[Collected data entries]
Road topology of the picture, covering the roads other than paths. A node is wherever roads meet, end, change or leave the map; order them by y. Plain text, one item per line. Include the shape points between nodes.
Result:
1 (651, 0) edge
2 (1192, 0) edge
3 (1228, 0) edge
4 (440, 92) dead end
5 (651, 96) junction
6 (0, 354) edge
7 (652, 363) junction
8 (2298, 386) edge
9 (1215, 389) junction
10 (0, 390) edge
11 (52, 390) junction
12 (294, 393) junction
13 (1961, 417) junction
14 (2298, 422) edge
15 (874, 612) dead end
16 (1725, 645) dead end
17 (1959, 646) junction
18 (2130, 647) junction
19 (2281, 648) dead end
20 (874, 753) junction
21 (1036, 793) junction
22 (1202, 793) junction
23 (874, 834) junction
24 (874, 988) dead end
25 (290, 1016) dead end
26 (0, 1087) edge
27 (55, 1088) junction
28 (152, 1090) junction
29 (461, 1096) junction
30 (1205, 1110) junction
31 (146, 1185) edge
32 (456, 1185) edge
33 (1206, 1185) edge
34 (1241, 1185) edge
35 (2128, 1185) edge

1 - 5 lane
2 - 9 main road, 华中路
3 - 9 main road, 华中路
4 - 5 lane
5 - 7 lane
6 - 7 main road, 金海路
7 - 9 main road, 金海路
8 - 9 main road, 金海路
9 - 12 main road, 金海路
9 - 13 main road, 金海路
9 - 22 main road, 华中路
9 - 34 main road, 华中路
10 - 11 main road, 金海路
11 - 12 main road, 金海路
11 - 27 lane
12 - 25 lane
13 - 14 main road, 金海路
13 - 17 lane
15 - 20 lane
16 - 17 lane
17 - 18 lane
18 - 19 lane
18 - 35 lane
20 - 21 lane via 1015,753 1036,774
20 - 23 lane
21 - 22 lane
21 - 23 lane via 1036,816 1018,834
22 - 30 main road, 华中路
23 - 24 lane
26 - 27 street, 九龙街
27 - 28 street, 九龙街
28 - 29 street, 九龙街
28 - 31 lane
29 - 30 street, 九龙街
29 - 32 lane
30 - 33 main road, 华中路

▸ **To do**
The answer should consist of every entry, repeated word for word.

▸ **Written response**
Road topology of the picture, covering the roads other than paths. A node is wherever roads meet, end, change or leave the map; order them by y. Plain text, one item per line. Include the shape points between nodes.
Result:
1 (651, 0) edge
2 (1192, 0) edge
3 (1228, 0) edge
4 (440, 92) dead end
5 (651, 96) junction
6 (0, 354) edge
7 (652, 363) junction
8 (2298, 386) edge
9 (1215, 389) junction
10 (0, 390) edge
11 (52, 390) junction
12 (294, 393) junction
13 (1961, 417) junction
14 (2298, 422) edge
15 (874, 612) dead end
16 (1725, 645) dead end
17 (1959, 646) junction
18 (2130, 647) junction
19 (2281, 648) dead end
20 (874, 753) junction
21 (1036, 793) junction
22 (1202, 793) junction
23 (874, 834) junction
24 (874, 988) dead end
25 (290, 1016) dead end
26 (0, 1087) edge
27 (55, 1088) junction
28 (152, 1090) junction
29 (461, 1096) junction
30 (1205, 1110) junction
31 (146, 1185) edge
32 (456, 1185) edge
33 (1206, 1185) edge
34 (1241, 1185) edge
35 (2128, 1185) edge

1 - 5 lane
2 - 9 main road, 华中路
3 - 9 main road, 华中路
4 - 5 lane
5 - 7 lane
6 - 7 main road, 金海路
7 - 9 main road, 金海路
8 - 9 main road, 金海路
9 - 12 main road, 金海路
9 - 13 main road, 金海路
9 - 22 main road, 华中路
9 - 34 main road, 华中路
10 - 11 main road, 金海路
11 - 12 main road, 金海路
11 - 27 lane
12 - 25 lane
13 - 14 main road, 金海路
13 - 17 lane
15 - 20 lane
16 - 17 lane
17 - 18 lane
18 - 19 lane
18 - 35 lane
20 - 21 lane via 1015,753 1036,774
20 - 23 lane
21 - 22 lane
21 - 23 lane via 1036,816 1018,834
22 - 30 main road, 华中路
23 - 24 lane
26 - 27 street, 九龙街
27 - 28 street, 九龙街
28 - 29 street, 九龙街
28 - 31 lane
29 - 30 street, 九龙街
29 - 32 lane
30 - 33 main road, 华中路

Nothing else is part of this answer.